[measure theory] measurable function f and simple function g

In summary, The conversation discusses a function f:X->R and its measurability and boundedness. It is stated that if for each \epsilon > 0, there exists a simple function g satisfying |f(x)-g(x)| <= \epsilon for each x\in X, then f is measurable and bounded. The conversation also mentions the concept of pointwise limits of measurable functions and the measurability of simple functions. The poster also expresses difficulty understanding the topic and asks for any hints or clarification.
  • #1
rahl___
10
0
Hi everyone!

my problem:

If [tex]f:X->R[/tex] is a function that for each [tex]\epsilon > 0[/tex] exists such simple function g satisfying [tex]|f(x)-g(x)| <= \epsilon[/tex] for each [tex]x\in X[/tex], then f is measurable and bounded.
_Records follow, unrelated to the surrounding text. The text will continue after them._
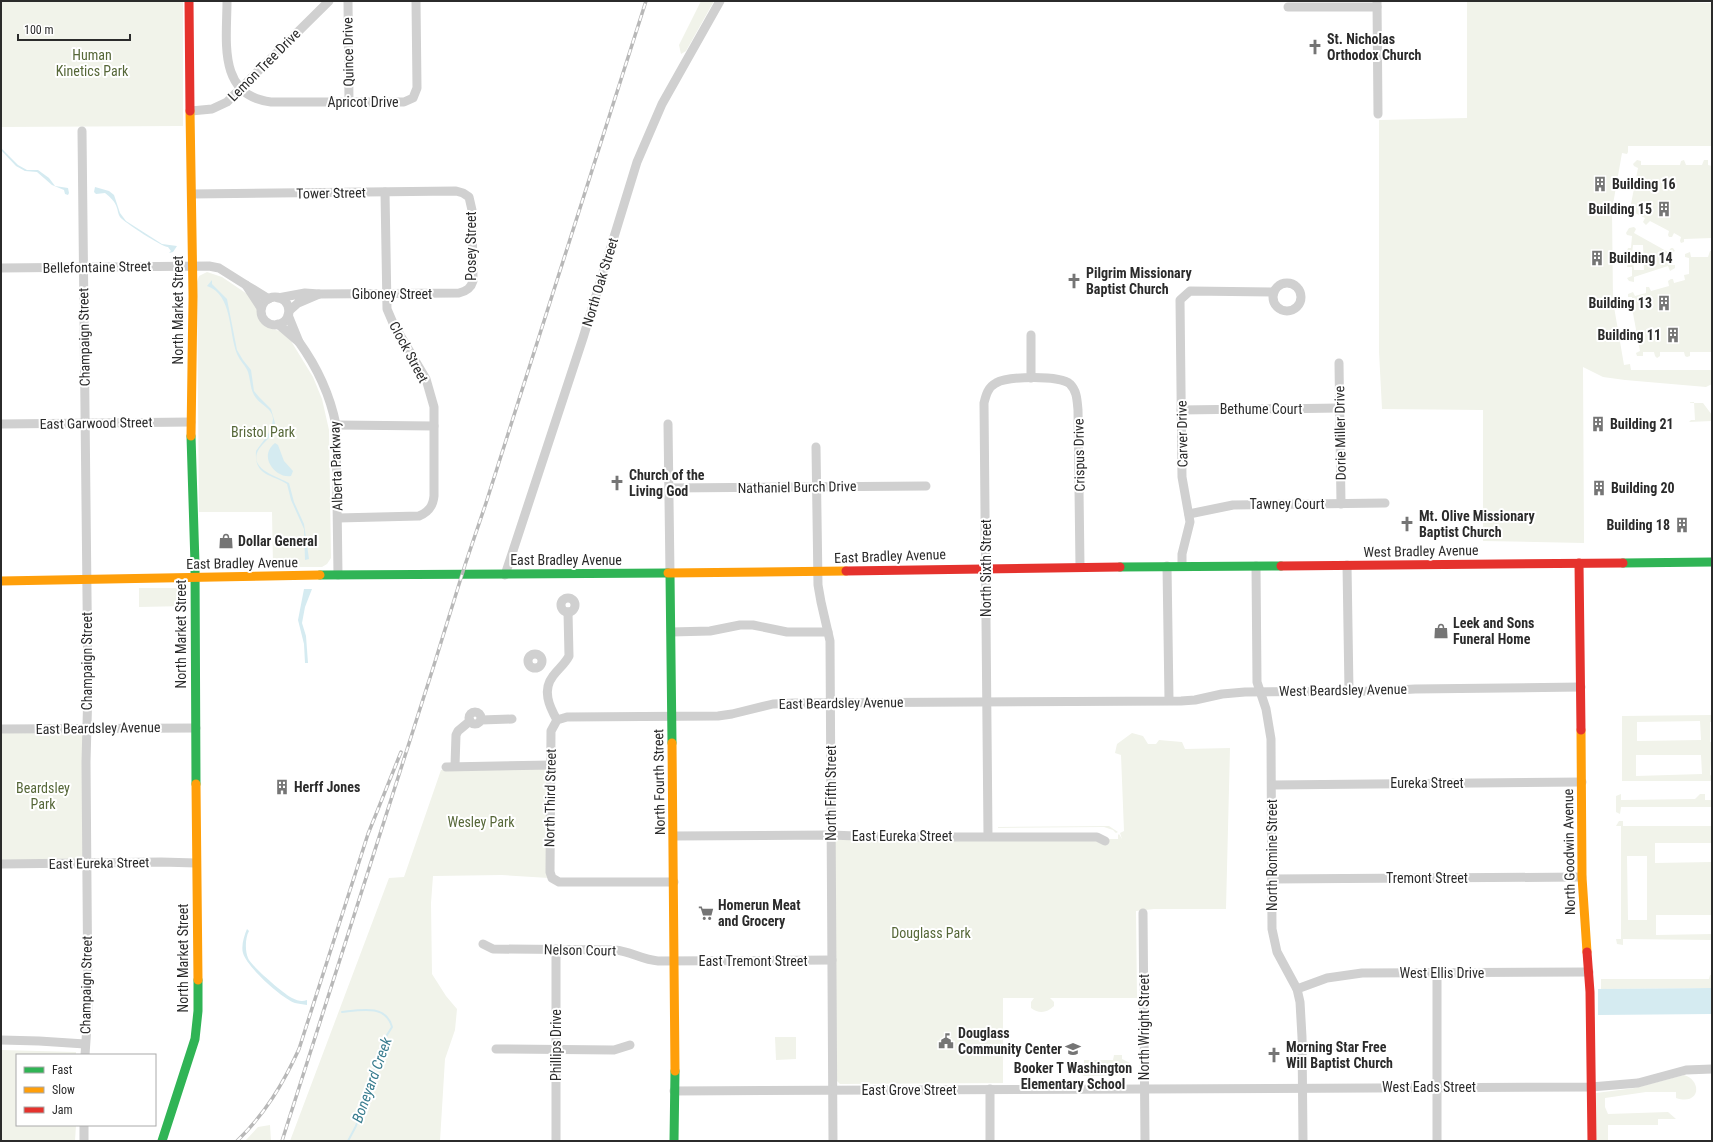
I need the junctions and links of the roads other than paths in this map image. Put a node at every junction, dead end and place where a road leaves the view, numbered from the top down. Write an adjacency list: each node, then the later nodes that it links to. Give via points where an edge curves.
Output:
1 (190, 1): 11 (main road, North Market Street)
2 (227, 1): 9 (street, via 228,66)
3 (329, 1): 9 (street, Lemon Tree Drive)
4 (348, 1): 10 (street, Quince Drive)
5 (416, 1): 10 (street, Apricot Drive, via 417,88 413,98 404,102)
6 (720, 1): 61 (street, North Oak Street, via 662,104 638,162)
7 (1377, 4): 8 (street); 12 (street)
8 (1288, 7)
9 (241, 89): 10 (street, Apricot Drive, via 263,101); 11 (street, Lemon Tree Drive, via 220,106)
10 (349, 102)
11 (191, 111): 15 (main road, North Market Street)
12 (1378, 114)
13 (82, 131): 18 (street, Champaign Street)
14 (385, 192): 15 (street, Tower Street); 16 (street, Tower Street, via 456,191); 24 (street, Clock Street)
15 (192, 194): 17 (main road, North Market Street)
16 (469, 197): 21 (street, Posey Street, via 472,210 473,281)
17 (192, 266): 18 (street, Bellefontaine Street); 20 (street, via 219,268); 35 (main road, North Market Street)
18 (84, 267): 19 (street, Bellefontaine Street); 36 (street, Champaign Street)
19 (1, 268)
20 (246, 285): 25 (street); 26 (street)
21 (465, 292): 24 (street, Giboney Street)
22 (1274, 292): 34 (street, Carver Drive, via 1190,292 1180,300)
23 (319, 294): 24 (street, Giboney Street); 25 (street, Giboney Street, via 305,293); 27 (street, Giboney Street, via 298,303)
24 (386, 294): 40 (street, Clock Street, via 390,315 426,379 434,408)
25 (274, 298): 26 (street, via 266,301); 27 (street, via 286,302)
26 (262, 308): 28 (street, via 265,321)
27 (288, 313): 28 (street, via 282,323); 30 (street, Alberta Parkway)
28 (278, 324): 30 (street, Alberta Parkway)
29 (1031, 335): 32 (street)
30 (299, 342): 39 (street, Alberta Parkway, via 318,371)
31 (1339, 363): 33 (street, Dorie Miller Drive)
32 (1031, 378): 56 (street, North Sixth Street, via 996,382 984,403); 57 (street, Crispus Drive, via 1066,382 1075,391 1077,398)
33 (1340, 408): 34 (street, Bethume Court); 46 (street, Dorie Miller Drive)
34 (1181, 410): 47 (street, Carver Drive, via 1182,477)
35 (191, 422): 36 (street, East Garwood Street); 62 (main road, North Market Street)
36 (85, 423): 37 (street, East Garwood Street); 63 (street, Champaign Street)
37 (1, 424)
38 (668, 424): 44 (street, North Fourth Street)
39 (336, 426): 40 (street); 48 (street, Alberta Parkway)
40 (434, 426): 48 (street, Clock Street, via 434,496 433,504 428,511 419,516 408,517)
41 (816, 447): 43 (street, North Fifth Street)
42 (926, 486): 43 (street, Nathaniel Burch Drive)
43 (817, 487): 44 (street, Nathaniel Burch Drive); 58 (street, North Fifth Street)
44 (669, 488): 59 (street, North Fourth Street)
45 (1385, 503): 46 (street, Tawney Court)
46 (1341, 504): 47 (street, Tawney Court, via 1233,505)
47 (1189, 514): 54 (street, Carver Drive, via 1189,530 1183,549)
48 (338, 518): 60 (street, Alberta Parkway)
49 (1712, 562): 50 (main road, West Bradley Avenue)
50 (1579, 563): 51 (main road, West Bradley Avenue); 70 (main road, North Goodwin Avenue)
51 (1347, 565): 55 (main road, West Bradley Avenue); 71 (street)
52 (1131, 566): 53 (main road, West Bradley Avenue); 57 (main road, East Bradley Avenue)
53 (1167, 566): 54 (main road, West Bradley Avenue); 74 (street)
54 (1182, 566): 55 (main road, West Bradley Avenue)
55 (1256, 566): 72 (street, North Romine Street, via 1257,682)
56 (986, 568): 57 (main road, East Bradley Avenue); 58 (main road, East Bradley Avenue); 75 (street, North Sixth Street)
57 (1080, 568)
58 (818, 572): 59 (main road, East Bradley Avenue); 67 (street, North Fifth Street)
59 (670, 574): 61 (main road, East Bradley Avenue); 66 (main road, North Fourth Street)
60 (338, 575): 61 (main road, East Bradley Avenue); 62 (main road, East Bradley Avenue)
61 (505, 575)
62 (195, 577): 63 (main road, East Bradley Avenue); 81 (main road, North Market Street)
63 (87, 579): 64 (main road, East Bradley Avenue); 80 (street, Champaign Street)
64 (1, 581)
65 (568, 612): 69 (street, via 569,656)
66 (671, 632): 67 (street, via 710,631 740,625 787,632); 77 (main road, North Fourth Street)
67 (828, 632): 76 (street, North Fifth Street)
68 (540, 666): 69 (street)
69 (552, 677): 79 (street, via 547,691 548,701)
70 (1581, 687): 71 (street, West Beardsley Avenue); 84 (main road, North Goodwin Avenue)
71 (1349, 691): 72 (street, West Beardsley Avenue)
72 (1261, 692): 74 (street, West Beardsley Avenue, via 1236,692 1195,700); 85 (street, North Romine Street, via 1271,739)
73 (1105, 700): 74 (street, West Beardsley Avenue); 75 (street, East Beardsley Avenue)
74 (1169, 700)
75 (988, 701): 76 (street, East Beardsley Avenue); 88 (street, North Sixth Street)
76 (830, 702): 77 (street, East Beardsley Avenue, via 773,704 732,714); 86 (street, North Fifth Street)
77 (672, 716): 79 (street, East Beardsley Avenue, via 567,717); 87 (main road, North Fourth Street)
78 (512, 719): 83 (street, via 481,720 480,714 475,712 470,715 470,721 456,735 451,766)
79 (557, 720): 83 (street, North Third Street, via 551,731)
80 (87, 728): 81 (street, East Beardsley Avenue); 82 (street, East Beardsley Avenue); 90 (street, Champaign Street)
81 (196, 728): 91 (main road, North Market Street)
82 (1, 729)
83 (552, 765): 95 (street, North Third Street, via 549,832 552,878 559,882)
84 (1582, 782): 85 (street, Eureka Street); 93 (main road, North Goodwin Avenue)
85 (1272, 785): 94 (street, North Romine Street)
86 (831, 835): 87 (street, East Eureka Street); 88 (street, East Eureka Street); 99 (street, North Fifth Street)
87 (674, 836): 95 (main road, North Fourth Street)
88 (988, 836): 89 (street, East Eureka Street, via 1097,837)
89 (1105, 841)
90 (87, 863): 91 (street, East Eureka Street); 92 (street, East Eureka Street); 105 (street, Champaign Street, via 88,1011)
91 (196, 863): 120 (main road, North Market Street, via 197,1025 195,1039)
92 (1, 864)
93 (1582, 877): 94 (street, Tremont Street); 101 (main road, North Goodwin Avenue)
94 (1273, 879): 103 (street, North Romine Street, via 1274,943)
95 (674, 882): 100 (main road, North Fourth Street)
96 (1143, 913): 113 (street, North Wright Street)
97 (483, 944): 98 (street, Nelson Court, via 493,949)
98 (556, 949): 100 (street, Nelson Court, via 614,950 649,960); 108 (street, Phillips Drive)
99 (832, 960): 100 (street, East Tremont Street); 116 (street, North Fifth Street)
100 (675, 961): 117 (main road, North Fourth Street)
101 (1588, 972): 102 (street, West Ellis Drive); 111 (main road, North Goodwin Avenue)
102 (1437, 974): 103 (street, West Ellis Drive, via 1345,975 1327,978); 112 (street)
103 (1297, 989): 114 (street, North Romine Street, via 1302,1037)
104 (1, 1040): 105 (street)
105 (85, 1044): 109 (street, Champaign Street)
106 (630, 1045): 108 (street, via 614,1050)
107 (496, 1049): 108 (street)
108 (556, 1050): 121 (street, Phillips Drive)
109 (85, 1054)
110 (1712, 1069): 111 (street, West Eads Street, via 1686,1070 1624,1085)
111 (1592, 1086): 112 (street, West Eads Street); 128 (main road, North Goodwin Avenue)
112 (1437, 1087): 114 (street, West Eads Street); 127 (street)
113 (1144, 1088): 114 (street, West Eads Street); 115 (street, East Grove Street); 125 (street, North Wright Street)
114 (1302, 1088): 126 (street, North Romine Street)
115 (990, 1089): 116 (street, East Grove Street); 124 (street)
116 (832, 1090): 117 (street, East Grove Street); 123 (street, North Fifth Street)
117 (674, 1091): 122 (main road, North Fourth Street)
118 (84, 1126): 119 (street)
119 (84, 1141)
120 (162, 1141)
121 (556, 1141)
122 (674, 1141)
123 (833, 1141)
124 (990, 1141)
125 (1145, 1141)
126 (1303, 1141)
127 (1437, 1141)
128 (1592, 1141)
since every simple function is bounded, we at once know, that either is our function f, cause:
[tex] - \epsilon + g(x) <= f(x) <= \epsilon + g(x)[/tex], so that's obviously not the problem here. this whole measure stuff doesn't get into my intuition and I don't have any idea how to try to solve this task. if i knew, that for each [tex]\epsilon[/tex] i could get a measurable function g, it would be obvious, that f is measurable too [wouldn't it?], but can i really always have a measurable function g?

i would be very grateful for any hints. hope my english isn't terrible enough to disturb the sense of this post.

rahl.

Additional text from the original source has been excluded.